▶ [Work to complete] Return, from the material below, each line in which "linejoin" occurs.

**** Records for the task

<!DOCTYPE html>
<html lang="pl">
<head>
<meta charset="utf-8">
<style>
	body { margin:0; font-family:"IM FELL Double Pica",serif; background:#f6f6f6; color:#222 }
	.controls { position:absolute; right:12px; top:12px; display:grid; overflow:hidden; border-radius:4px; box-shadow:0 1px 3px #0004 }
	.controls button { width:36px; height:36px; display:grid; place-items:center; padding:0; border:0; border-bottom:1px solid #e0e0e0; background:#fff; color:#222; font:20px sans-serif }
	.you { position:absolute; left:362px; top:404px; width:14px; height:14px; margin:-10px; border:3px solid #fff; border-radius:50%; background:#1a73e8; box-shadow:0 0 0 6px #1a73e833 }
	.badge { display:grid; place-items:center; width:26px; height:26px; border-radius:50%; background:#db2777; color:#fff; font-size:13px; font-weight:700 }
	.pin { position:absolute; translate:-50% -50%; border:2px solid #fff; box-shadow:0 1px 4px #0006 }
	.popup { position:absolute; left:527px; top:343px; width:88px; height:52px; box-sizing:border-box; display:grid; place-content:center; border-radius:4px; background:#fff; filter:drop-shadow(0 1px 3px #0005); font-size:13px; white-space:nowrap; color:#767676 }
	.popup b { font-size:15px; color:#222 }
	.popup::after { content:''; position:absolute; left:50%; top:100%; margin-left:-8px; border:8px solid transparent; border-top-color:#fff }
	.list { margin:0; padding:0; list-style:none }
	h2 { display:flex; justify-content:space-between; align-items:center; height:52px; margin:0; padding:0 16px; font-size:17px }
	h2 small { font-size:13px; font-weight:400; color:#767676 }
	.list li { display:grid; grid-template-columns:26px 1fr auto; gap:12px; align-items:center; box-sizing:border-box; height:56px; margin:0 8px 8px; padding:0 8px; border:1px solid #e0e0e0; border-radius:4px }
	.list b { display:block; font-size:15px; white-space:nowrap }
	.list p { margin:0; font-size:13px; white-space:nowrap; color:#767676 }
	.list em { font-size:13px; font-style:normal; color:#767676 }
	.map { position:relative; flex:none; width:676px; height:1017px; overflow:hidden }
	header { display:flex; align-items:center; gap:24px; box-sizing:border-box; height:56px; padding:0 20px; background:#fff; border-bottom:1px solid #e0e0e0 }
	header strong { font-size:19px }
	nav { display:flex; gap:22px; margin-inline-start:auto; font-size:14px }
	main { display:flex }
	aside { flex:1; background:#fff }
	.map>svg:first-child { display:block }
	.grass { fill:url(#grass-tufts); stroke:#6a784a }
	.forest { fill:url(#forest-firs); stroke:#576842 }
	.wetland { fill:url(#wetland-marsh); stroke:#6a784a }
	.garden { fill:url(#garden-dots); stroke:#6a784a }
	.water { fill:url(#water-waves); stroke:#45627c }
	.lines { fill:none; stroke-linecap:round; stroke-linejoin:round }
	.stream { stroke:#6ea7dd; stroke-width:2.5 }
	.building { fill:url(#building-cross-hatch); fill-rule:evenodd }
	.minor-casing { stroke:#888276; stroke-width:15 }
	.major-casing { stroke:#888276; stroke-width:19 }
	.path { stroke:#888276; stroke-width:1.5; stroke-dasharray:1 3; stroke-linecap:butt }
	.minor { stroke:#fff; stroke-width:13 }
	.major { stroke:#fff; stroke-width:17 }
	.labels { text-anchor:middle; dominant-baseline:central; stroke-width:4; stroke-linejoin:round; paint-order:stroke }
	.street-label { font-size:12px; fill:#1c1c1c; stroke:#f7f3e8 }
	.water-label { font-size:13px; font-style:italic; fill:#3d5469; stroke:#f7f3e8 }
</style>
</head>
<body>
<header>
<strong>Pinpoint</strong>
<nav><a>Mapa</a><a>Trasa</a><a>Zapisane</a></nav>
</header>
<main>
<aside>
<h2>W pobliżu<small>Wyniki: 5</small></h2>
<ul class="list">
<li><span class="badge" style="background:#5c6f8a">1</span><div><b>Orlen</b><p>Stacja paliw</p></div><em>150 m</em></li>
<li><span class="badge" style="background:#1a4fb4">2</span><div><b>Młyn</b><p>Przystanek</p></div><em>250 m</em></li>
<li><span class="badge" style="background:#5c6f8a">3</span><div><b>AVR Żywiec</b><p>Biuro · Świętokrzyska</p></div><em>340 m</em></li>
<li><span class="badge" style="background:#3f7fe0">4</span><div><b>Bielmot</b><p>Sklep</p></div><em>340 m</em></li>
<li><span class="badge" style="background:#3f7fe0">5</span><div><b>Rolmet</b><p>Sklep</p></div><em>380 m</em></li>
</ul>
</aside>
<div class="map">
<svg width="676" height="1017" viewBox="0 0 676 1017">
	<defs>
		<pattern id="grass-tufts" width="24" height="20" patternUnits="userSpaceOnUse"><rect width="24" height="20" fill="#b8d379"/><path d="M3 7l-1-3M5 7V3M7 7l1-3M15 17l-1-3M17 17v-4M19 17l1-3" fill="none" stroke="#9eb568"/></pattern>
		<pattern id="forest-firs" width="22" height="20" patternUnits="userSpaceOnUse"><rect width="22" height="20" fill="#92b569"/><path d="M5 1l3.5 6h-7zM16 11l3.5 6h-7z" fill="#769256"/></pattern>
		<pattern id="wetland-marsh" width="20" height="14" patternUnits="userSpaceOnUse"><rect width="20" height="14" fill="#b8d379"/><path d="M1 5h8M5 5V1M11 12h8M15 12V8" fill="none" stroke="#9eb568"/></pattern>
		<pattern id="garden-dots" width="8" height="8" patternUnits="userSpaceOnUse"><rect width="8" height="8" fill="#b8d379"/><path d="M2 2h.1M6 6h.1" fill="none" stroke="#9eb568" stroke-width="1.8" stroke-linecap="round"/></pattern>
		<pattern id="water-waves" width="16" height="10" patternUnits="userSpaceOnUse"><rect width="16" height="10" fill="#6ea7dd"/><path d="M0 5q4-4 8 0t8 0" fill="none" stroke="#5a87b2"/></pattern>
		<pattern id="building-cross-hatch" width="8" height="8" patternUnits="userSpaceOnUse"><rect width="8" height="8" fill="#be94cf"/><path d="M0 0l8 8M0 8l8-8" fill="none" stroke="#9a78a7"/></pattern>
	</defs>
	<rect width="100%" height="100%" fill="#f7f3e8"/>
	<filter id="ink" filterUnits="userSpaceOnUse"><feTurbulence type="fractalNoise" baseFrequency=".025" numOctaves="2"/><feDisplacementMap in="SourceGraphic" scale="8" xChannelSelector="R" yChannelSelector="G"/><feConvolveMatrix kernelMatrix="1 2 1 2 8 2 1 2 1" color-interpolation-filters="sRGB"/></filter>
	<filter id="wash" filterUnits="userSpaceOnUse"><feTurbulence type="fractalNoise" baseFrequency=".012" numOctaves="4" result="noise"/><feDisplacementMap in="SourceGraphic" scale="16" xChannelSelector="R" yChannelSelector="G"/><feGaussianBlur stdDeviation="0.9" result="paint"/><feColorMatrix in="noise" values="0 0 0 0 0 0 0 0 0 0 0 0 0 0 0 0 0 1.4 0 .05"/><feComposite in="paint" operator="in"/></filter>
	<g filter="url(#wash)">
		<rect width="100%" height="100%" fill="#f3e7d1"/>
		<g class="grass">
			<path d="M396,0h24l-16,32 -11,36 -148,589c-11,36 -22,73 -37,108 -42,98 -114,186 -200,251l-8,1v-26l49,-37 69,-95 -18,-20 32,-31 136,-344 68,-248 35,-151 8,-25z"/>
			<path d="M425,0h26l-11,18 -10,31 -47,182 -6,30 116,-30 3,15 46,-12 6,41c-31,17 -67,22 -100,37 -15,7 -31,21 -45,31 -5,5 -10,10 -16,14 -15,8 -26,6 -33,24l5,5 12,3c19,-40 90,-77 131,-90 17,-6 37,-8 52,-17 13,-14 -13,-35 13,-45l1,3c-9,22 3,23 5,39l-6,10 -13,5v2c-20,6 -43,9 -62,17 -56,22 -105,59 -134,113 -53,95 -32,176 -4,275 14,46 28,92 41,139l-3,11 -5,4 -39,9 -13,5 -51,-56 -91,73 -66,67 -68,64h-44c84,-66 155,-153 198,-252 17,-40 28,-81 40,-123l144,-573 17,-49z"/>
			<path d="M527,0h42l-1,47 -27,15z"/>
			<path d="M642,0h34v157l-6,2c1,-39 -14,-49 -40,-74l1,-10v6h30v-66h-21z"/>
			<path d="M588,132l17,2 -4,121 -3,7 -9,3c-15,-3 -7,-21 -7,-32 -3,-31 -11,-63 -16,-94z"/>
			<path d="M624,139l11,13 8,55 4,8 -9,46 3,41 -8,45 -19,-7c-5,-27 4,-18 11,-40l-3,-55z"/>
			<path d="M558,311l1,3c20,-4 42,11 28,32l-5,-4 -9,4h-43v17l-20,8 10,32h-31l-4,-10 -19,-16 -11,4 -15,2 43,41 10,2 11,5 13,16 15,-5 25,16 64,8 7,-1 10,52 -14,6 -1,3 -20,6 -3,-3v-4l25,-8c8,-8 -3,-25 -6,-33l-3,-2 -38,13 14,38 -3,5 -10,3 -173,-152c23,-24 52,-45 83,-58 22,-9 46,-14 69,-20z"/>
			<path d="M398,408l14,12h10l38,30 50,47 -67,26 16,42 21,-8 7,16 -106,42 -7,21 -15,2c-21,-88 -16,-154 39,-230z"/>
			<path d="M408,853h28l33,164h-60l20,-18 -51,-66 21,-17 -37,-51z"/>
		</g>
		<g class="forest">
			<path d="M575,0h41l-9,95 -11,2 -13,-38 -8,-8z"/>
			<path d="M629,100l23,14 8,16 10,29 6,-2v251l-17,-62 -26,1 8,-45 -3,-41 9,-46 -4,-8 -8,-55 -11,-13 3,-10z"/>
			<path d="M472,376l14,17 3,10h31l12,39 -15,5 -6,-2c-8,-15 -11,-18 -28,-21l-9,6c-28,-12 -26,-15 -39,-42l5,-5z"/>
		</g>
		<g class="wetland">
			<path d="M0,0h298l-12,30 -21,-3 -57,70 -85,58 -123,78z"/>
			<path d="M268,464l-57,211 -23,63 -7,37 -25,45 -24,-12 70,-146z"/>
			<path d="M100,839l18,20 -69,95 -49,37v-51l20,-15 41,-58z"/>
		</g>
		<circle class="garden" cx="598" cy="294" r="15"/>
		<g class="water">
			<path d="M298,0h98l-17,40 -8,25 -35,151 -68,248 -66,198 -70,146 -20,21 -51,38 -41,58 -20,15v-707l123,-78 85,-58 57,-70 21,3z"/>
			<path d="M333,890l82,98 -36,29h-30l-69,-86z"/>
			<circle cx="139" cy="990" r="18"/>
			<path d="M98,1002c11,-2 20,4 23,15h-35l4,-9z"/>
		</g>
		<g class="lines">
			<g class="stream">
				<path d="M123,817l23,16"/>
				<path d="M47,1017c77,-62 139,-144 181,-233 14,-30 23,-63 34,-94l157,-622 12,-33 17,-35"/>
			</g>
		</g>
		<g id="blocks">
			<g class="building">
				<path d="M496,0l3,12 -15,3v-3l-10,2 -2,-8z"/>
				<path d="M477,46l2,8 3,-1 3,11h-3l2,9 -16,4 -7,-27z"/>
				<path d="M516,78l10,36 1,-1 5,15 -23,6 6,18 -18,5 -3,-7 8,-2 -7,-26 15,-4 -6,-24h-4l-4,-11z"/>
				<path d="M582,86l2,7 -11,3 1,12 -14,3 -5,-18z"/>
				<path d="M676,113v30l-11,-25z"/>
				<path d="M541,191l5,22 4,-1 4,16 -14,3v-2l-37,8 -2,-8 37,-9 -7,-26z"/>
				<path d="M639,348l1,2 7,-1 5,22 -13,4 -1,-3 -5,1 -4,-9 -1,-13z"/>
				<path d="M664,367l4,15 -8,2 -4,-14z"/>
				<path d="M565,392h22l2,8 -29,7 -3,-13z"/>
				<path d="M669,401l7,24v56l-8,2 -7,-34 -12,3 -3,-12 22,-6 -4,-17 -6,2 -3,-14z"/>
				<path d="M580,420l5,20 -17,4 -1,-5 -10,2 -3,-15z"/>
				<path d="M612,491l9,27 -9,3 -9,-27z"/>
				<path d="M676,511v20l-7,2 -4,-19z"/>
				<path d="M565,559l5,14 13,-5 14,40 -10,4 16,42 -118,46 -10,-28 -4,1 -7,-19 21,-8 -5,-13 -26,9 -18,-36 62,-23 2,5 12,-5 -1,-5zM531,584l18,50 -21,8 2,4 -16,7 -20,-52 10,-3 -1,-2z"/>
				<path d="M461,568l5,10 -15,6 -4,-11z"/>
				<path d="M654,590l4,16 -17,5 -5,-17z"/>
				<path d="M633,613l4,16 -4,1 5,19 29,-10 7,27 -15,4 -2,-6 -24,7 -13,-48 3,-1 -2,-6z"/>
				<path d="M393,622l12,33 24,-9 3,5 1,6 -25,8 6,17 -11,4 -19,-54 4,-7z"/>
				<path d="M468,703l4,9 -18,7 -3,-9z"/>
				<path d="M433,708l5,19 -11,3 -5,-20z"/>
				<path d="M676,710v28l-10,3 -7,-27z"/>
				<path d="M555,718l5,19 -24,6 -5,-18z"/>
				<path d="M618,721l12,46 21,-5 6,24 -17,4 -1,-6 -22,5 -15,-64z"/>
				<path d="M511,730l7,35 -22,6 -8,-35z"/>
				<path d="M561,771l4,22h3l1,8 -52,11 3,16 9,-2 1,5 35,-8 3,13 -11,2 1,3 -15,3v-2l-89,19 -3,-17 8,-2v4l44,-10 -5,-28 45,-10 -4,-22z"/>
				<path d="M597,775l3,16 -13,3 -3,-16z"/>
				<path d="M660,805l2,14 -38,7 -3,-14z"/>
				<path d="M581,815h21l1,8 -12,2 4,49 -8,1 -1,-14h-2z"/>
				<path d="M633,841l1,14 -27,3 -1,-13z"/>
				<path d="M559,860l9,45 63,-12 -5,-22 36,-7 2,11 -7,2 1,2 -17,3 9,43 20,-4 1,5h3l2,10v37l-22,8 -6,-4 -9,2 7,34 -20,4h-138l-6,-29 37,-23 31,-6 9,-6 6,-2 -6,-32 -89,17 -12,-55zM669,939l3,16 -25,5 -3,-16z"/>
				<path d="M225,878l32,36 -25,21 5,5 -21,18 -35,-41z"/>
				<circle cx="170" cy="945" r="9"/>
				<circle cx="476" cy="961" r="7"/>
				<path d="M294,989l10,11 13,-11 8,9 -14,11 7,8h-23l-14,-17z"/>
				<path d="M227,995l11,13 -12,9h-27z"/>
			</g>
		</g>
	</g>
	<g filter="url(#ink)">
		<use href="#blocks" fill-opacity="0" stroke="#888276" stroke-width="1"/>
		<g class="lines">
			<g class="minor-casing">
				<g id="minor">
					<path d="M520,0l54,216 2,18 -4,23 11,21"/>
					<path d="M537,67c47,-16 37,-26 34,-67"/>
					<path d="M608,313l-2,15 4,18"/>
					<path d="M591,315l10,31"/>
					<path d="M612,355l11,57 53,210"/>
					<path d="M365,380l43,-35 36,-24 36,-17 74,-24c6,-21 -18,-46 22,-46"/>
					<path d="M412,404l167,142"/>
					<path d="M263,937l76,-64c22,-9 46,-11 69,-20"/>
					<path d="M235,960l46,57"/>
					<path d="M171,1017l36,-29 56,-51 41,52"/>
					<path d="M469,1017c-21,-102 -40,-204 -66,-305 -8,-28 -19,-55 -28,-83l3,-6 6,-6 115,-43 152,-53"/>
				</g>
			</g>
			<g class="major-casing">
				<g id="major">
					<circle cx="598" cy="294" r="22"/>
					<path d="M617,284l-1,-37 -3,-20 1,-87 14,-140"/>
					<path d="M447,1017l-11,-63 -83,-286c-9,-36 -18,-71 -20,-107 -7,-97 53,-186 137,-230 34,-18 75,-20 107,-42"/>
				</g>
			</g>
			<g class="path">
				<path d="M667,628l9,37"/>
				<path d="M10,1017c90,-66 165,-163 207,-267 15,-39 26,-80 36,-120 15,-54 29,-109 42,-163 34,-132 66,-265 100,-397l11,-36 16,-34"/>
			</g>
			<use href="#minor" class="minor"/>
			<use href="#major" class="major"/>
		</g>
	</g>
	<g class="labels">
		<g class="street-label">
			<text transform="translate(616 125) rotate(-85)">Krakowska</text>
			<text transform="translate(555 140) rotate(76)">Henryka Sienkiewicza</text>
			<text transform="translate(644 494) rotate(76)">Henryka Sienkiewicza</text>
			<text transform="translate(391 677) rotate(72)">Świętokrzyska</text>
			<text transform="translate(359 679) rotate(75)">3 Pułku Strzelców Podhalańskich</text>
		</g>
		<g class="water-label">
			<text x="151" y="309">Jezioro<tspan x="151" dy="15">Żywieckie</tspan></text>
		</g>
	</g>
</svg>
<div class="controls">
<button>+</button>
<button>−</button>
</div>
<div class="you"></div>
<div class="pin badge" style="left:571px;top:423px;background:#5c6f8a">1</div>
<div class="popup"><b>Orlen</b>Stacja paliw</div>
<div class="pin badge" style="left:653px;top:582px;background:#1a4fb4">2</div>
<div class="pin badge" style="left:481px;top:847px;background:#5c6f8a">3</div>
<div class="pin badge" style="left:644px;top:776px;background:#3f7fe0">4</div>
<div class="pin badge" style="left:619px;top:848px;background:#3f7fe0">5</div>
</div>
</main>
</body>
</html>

********

▶ [Result below]
	.lines { fill:none; stroke-linecap:round; stroke-linejoin:round }
	.labels { text-anchor:middle; dominant-baseline:central; stroke-width:4; stroke-linejoin:round; paint-order:stroke }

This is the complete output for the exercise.